---------- Data to process ----------

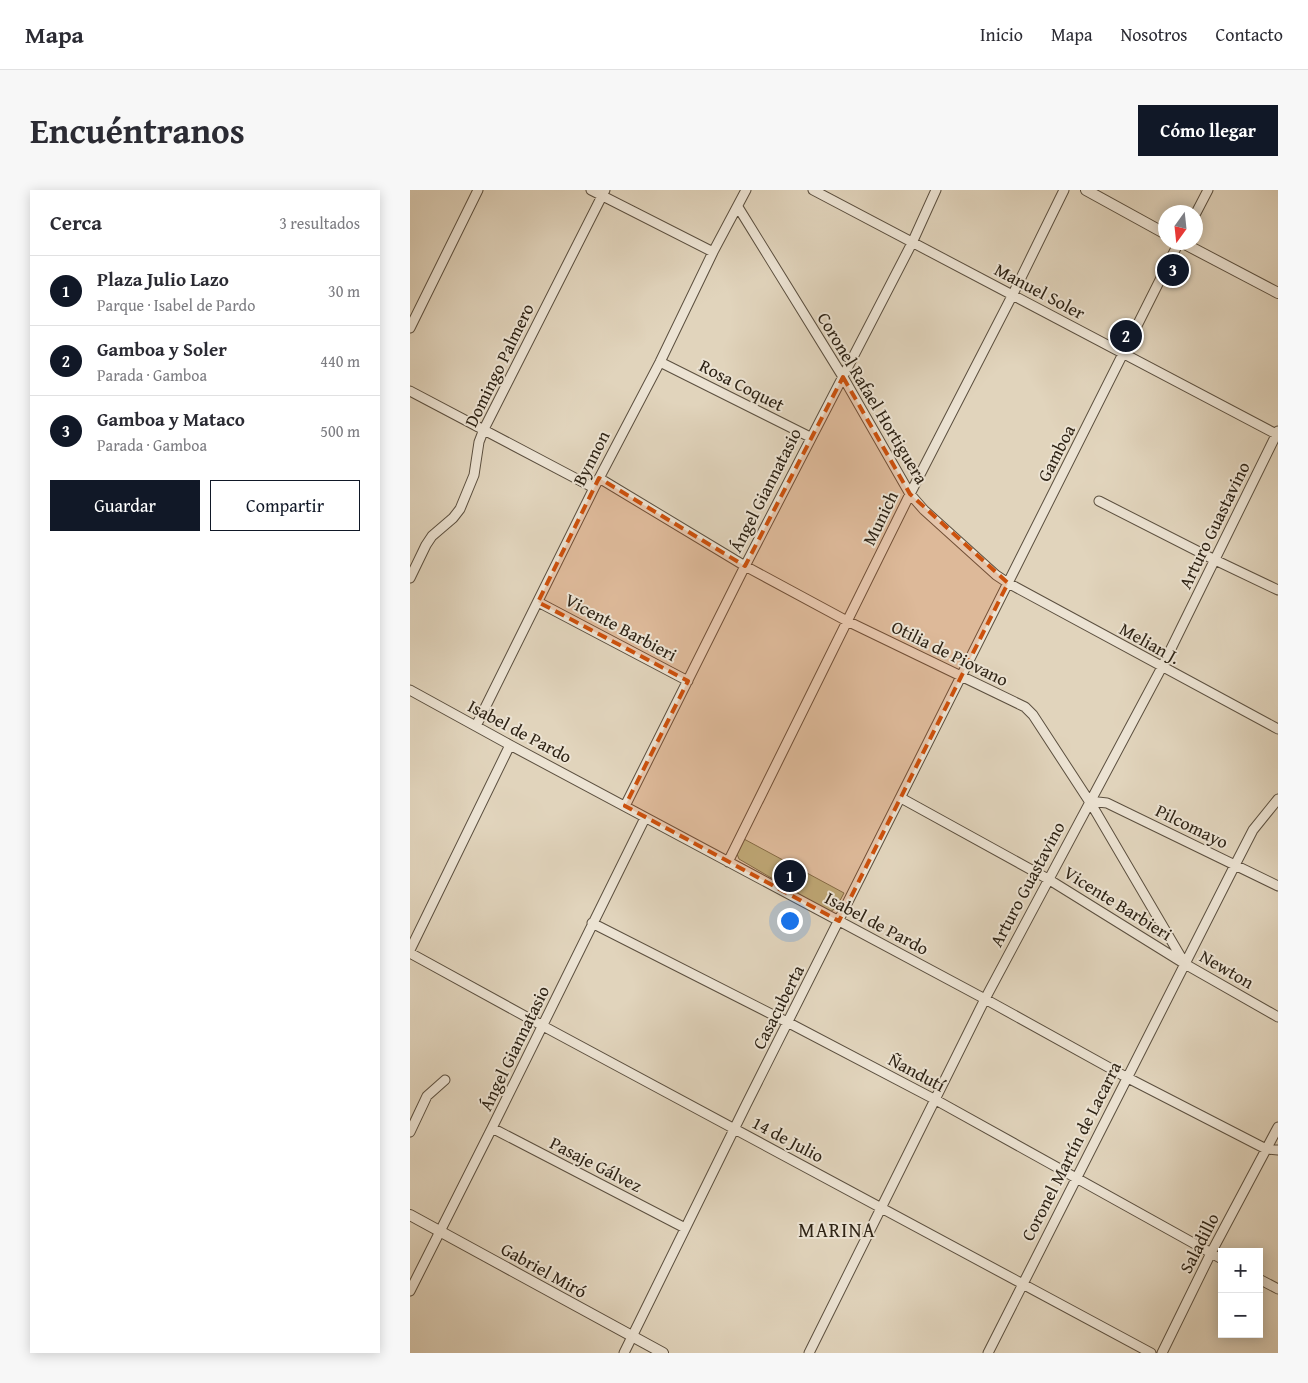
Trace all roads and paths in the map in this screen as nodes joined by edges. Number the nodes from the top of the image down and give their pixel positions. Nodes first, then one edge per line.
1 (478, 190) edge
2 (591, 190) edge
3 (746, 190) edge
4 (813, 190) edge
5 (936, 190) edge
6 (1064, 190) edge
7 (1086, 190) edge
8 (1208, 190) edge
9 (604, 193) edge
10 (1200, 205) edge
11 (738, 207) junction
12 (1158, 230) edge
13 (912, 243) junction
14 (1176, 250) edge
15 (1195, 250) edge
16 (712, 252) junction
17 (1278, 293) edge
18 (1013, 294) junction
19 (410, 328) edge
20 (1123, 355) junction
21 (660, 362) junction
22 (842, 377) junction
23 (410, 391) edge
24 (484, 429) junction
25 (1278, 434) edge
26 (810, 437) junction
27 (599, 478) junction
28 (594, 488) junction
29 (910, 494) junction
30 (1099, 501) dead end
31 (1215, 560) junction
32 (745, 566) junction
33 (410, 578) edge
34 (1008, 583) junction
35 (1278, 590) edge
36 (538, 602) junction
37 (847, 621) junction
38 (1162, 667) junction
39 (961, 677) junction
40 (688, 681) junction
41 (410, 690) edge
42 (476, 726) junction
43 (1278, 729) edge
44 (510, 745) junction
45 (901, 798) junction
46 (1278, 798) edge
47 (1089, 801) junction
48 (625, 806) junction
49 (645, 818) junction
50 (728, 862) junction
51 (1235, 865) junction
52 (1048, 879) junction
53 (1278, 886) edge
54 (839, 921) junction
55 (592, 923) junction
56 (410, 951) edge
57 (1185, 964) junction
58 (985, 999) junction
59 (1278, 1017) edge
60 (789, 1022) junction
61 (543, 1026) junction
62 (1126, 1077) junction
63 (445, 1080) dead end
64 (934, 1099) junction
65 (492, 1128) junction
66 (734, 1129) junction
67 (1277, 1131) edge
68 (410, 1132) edge
69 (1266, 1149) junction
70 (1278, 1150) edge
71 (1077, 1178) junction
72 (881, 1208) junction
73 (410, 1215) edge
74 (686, 1228) junction
75 (440, 1232) junction
76 (1211, 1253) junction
77 (1218, 1257) edge
78 (1263, 1280) edge
79 (1022, 1284) junction
80 (1278, 1288) edge
81 (410, 1291) edge
82 (632, 1337) junction
83 (624, 1353) edge
84 (663, 1353) edge
85 (809, 1353) edge
86 (988, 1353) edge
87 (1151, 1353) edge
88 (1162, 1353) edge

1 - 19 street
2 - 9 street
3 - 11 street, Bynnon
4 - 13 street, Manuel Soler
5 - 13 street, Ángel Giannatasio
6 - 18 street, Munich
7 - 12 street
8 - 10 street
9 - 16 street
9 - 24 street, Domingo Palmero
11 - 16 street, Bynnon
11 - 22 street, Coronel Rafael Hortiguera
13 - 18 street, Manuel Soler
13 - 22 street, Ángel Giannatasio
14 - 20 street, Gamboa
15 - 17 street
16 - 21 street, Bynnon
18 - 20 street, Manuel Soler
18 - 29 street, Munich
20 - 25 street, Manuel Soler
20 - 34 street, Gamboa
21 - 26 street, Rosa Coquet
21 - 27 street, Bynnon
22 - 26 street, Ángel Giannatasio
22 - 29 street, Coronel Rafael Hortiguera
23 - 24 street
24 - 28 street
24 - 33 street, Domingo Palmero
25 - 31 street, Arturo Guastavino
26 - 32 street, Ángel Giannatasio
27 - 28 street, Bynnon
27 - 32 street, Otilia de Piovano
28 - 36 street, Bynnon
29 - 34 street, Coronel Rafael Hortiguera
29 - 37 street, Munich
30 - 31 street
31 - 35 street
31 - 38 street, Arturo Guastavino
32 - 37 street, Otilia de Piovano
32 - 40 street, Ángel Giannatasio
34 - 38 street, Melian J.
34 - 39 street, Gamboa
36 - 40 street, Vicente Barbieri
36 - 42 street, Bynnon
37 - 39 street, Otilia de Piovano
37 - 50 street, Munich
38 - 43 street, Melian J.
38 - 47 street, Arturo Guastavino
39 - 45 street, Casacuberta
39 - 47 street, Otilia de Piovano
40 - 48 street, Ángel Giannatasio
41 - 42 street, Isabel de Pardo
42 - 44 street, Isabel de Pardo
44 - 48 street, Isabel de Pardo
44 - 56 street
45 - 52 street, Vicente Barbieri
45 - 54 street, Casacuberta
46 - 51 street, Coronel Martín de Lacarra
47 - 51 street, Pilcomayo
47 - 52 street, Arturo Guastavino
47 - 57 street, Otilia de Piovano
48 - 49 street, Isabel de Pardo
49 - 50 street, Isabel de Pardo
49 - 55 street, Ángel Giannatasio
50 - 54 street, Isabel de Pardo
51 - 53 street, Pilcomayo
51 - 57 street, Coronel Martín de Lacarra
52 - 57 street, Vicente Barbieri
52 - 58 street, Arturo Guastavino
54 - 58 street, Isabel de Pardo
54 - 60 street, Casacuberta
55 - 60 street, Ñandutí
55 - 61 street, Ángel Giannatasio
56 - 61 street, 14 de Julio
57 - 59 street, Newton
57 - 62 street, Coronel Martín de Lacarra
58 - 62 street, Isabel de Pardo
58 - 64 street, Arturo Guastavino
60 - 64 street, Ñandutí
60 - 66 street, Casacuberta
61 - 65 street, Ángel Giannatasio
61 - 66 street, 14 de Julio
62 - 69 street, Isabel de Pardo
62 - 71 street, Coronel Martín de Lacarra
63 - 68 street
64 - 71 street, Ñandutí
64 - 72 street, Arturo Guastavino
65 - 74 street, Pasaje Gálvez
65 - 75 street, Ángel Giannatasio
66 - 72 street, 14 de Julio
66 - 74 street, Casacuberta
67 - 69 street, Saladillo
69 - 70 street, Isabel de Pardo
69 - 76 street, Saladillo
71 - 76 street, Ñandutí
71 - 79 street, Coronel Martín de Lacarra
72 - 79 street, 14 de Julio
72 - 85 street, Arturo Guastavino
73 - 75 street, Gabriel Miró
74 - 82 street, Casacuberta
75 - 81 street, Ángel Giannatasio
75 - 82 street, Gabriel Miró
76 - 77 street, Ñandutí
76 - 88 street, Saladillo
78 - 80 street
79 - 86 street, Coronel Martín de Lacarra
79 - 87 street, 14 de Julio
82 - 83 street, Casacuberta
82 - 84 street, Gabriel Miró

----------

- To do
Word for word, set down every line of the records above, and leave the pictures out.

- Response for this exercise
Trace all roads and paths in the map in this screen as nodes joined by edges. Number the nodes from the top of the image down and give their pixel positions. Nodes first, then one edge per line.
1 (478, 190) edge
2 (591, 190) edge
3 (746, 190) edge
4 (813, 190) edge
5 (936, 190) edge
6 (1064, 190) edge
7 (1086, 190) edge
8 (1208, 190) edge
9 (604, 193) edge
10 (1200, 205) edge
11 (738, 207) junction
12 (1158, 230) edge
13 (912, 243) junction
14 (1176, 250) edge
15 (1195, 250) edge
16 (712, 252) junction
17 (1278, 293) edge
18 (1013, 294) junction
19 (410, 328) edge
20 (1123, 355) junction
21 (660, 362) junction
22 (842, 377) junction
23 (410, 391) edge
24 (484, 429) junction
25 (1278, 434) edge
26 (810, 437) junction
27 (599, 478) junction
28 (594, 488) junction
29 (910, 494) junction
30 (1099, 501) dead end
31 (1215, 560) junction
32 (745, 566) junction
33 (410, 578) edge
34 (1008, 583) junction
35 (1278, 590) edge
36 (538, 602) junction
37 (847, 621) junction
38 (1162, 667) junction
39 (961, 677) junction
40 (688, 681) junction
41 (410, 690) edge
42 (476, 726) junction
43 (1278, 729) edge
44 (510, 745) junction
45 (901, 798) junction
46 (1278, 798) edge
47 (1089, 801) junction
48 (625, 806) junction
49 (645, 818) junction
50 (728, 862) junction
51 (1235, 865) junction
52 (1048, 879) junction
53 (1278, 886) edge
54 (839, 921) junction
55 (592, 923) junction
56 (410, 951) edge
57 (1185, 964) junction
58 (985, 999) junction
59 (1278, 1017) edge
60 (789, 1022) junction
61 (543, 1026) junction
62 (1126, 1077) junction
63 (445, 1080) dead end
64 (934, 1099) junction
65 (492, 1128) junction
66 (734, 1129) junction
67 (1277, 1131) edge
68 (410, 1132) edge
69 (1266, 1149) junction
70 (1278, 1150) edge
71 (1077, 1178) junction
72 (881, 1208) junction
73 (410, 1215) edge
74 (686, 1228) junction
75 (440, 1232) junction
76 (1211, 1253) junction
77 (1218, 1257) edge
78 (1263, 1280) edge
79 (1022, 1284) junction
80 (1278, 1288) edge
81 (410, 1291) edge
82 (632, 1337) junction
83 (624, 1353) edge
84 (663, 1353) edge
85 (809, 1353) edge
86 (988, 1353) edge
87 (1151, 1353) edge
88 (1162, 1353) edge

1 - 19 street
2 - 9 street
3 - 11 street, Bynnon
4 - 13 street, Manuel Soler
5 - 13 street, Ángel Giannatasio
6 - 18 street, Munich
7 - 12 street
8 - 10 street
9 - 16 street
9 - 24 street, Domingo Palmero
11 - 16 street, Bynnon
11 - 22 street, Coronel Rafael Hortiguera
13 - 18 street, Manuel Soler
13 - 22 street, Ángel Giannatasio
14 - 20 street, Gamboa
15 - 17 street
16 - 21 street, Bynnon
18 - 20 street, Manuel Soler
18 - 29 street, Munich
20 - 25 street, Manuel Soler
20 - 34 street, Gamboa
21 - 26 street, Rosa Coquet
21 - 27 street, Bynnon
22 - 26 street, Ángel Giannatasio
22 - 29 street, Coronel Rafael Hortiguera
23 - 24 street
24 - 28 street
24 - 33 street, Domingo Palmero
25 - 31 street, Arturo Guastavino
26 - 32 street, Ángel Giannatasio
27 - 28 street, Bynnon
27 - 32 street, Otilia de Piovano
28 - 36 street, Bynnon
29 - 34 street, Coronel Rafael Hortiguera
29 - 37 street, Munich
30 - 31 street
31 - 35 street
31 - 38 street, Arturo Guastavino
32 - 37 street, Otilia de Piovano
32 - 40 street, Ángel Giannatasio
34 - 38 street, Melian J.
34 - 39 street, Gamboa
36 - 40 street, Vicente Barbieri
36 - 42 street, Bynnon
37 - 39 street, Otilia de Piovano
37 - 50 street, Munich
38 - 43 street, Melian J.
38 - 47 street, Arturo Guastavino
39 - 45 street, Casacuberta
39 - 47 street, Otilia de Piovano
40 - 48 street, Ángel Giannatasio
41 - 42 street, Isabel de Pardo
42 - 44 street, Isabel de Pardo
44 - 48 street, Isabel de Pardo
44 - 56 street
45 - 52 street, Vicente Barbieri
45 - 54 street, Casacuberta
46 - 51 street, Coronel Martín de Lacarra
47 - 51 street, Pilcomayo
47 - 52 street, Arturo Guastavino
47 - 57 street, Otilia de Piovano
48 - 49 street, Isabel de Pardo
49 - 50 street, Isabel de Pardo
49 - 55 street, Ángel Giannatasio
50 - 54 street, Isabel de Pardo
51 - 53 street, Pilcomayo
51 - 57 street, Coronel Martín de Lacarra
52 - 57 street, Vicente Barbieri
52 - 58 street, Arturo Guastavino
54 - 58 street, Isabel de Pardo
54 - 60 street, Casacuberta
55 - 60 street, Ñandutí
55 - 61 street, Ángel Giannatasio
56 - 61 street, 14 de Julio
57 - 59 street, Newton
57 - 62 street, Coronel Martín de Lacarra
58 - 62 street, Isabel de Pardo
58 - 64 street, Arturo Guastavino
60 - 64 street, Ñandutí
60 - 66 street, Casacuberta
61 - 65 street, Ángel Giannatasio
61 - 66 street, 14 de Julio
62 - 69 street, Isabel de Pardo
62 - 71 street, Coronel Martín de Lacarra
63 - 68 street
64 - 71 street, Ñandutí
64 - 72 street, Arturo Guastavino
65 - 74 street, Pasaje Gálvez
65 - 75 street, Ángel Giannatasio
66 - 72 street, 14 de Julio
66 - 74 street, Casacuberta
67 - 69 street, Saladillo
69 - 70 street, Isabel de Pardo
69 - 76 street, Saladillo
71 - 76 street, Ñandutí
71 - 79 street, Coronel Martín de Lacarra
72 - 79 street, 14 de Julio
72 - 85 street, Arturo Guastavino
73 - 75 street, Gabriel Miró
74 - 82 street, Casacuberta
75 - 81 street, Ángel Giannatasio
75 - 82 street, Gabriel Miró
76 - 77 street, Ñandutí
76 - 88 street, Saladillo
78 - 80 street
79 - 86 street, Coronel Martín de Lacarra
79 - 87 street, 14 de Julio
82 - 83 street, Casacuberta
82 - 84 street, Gabriel Miró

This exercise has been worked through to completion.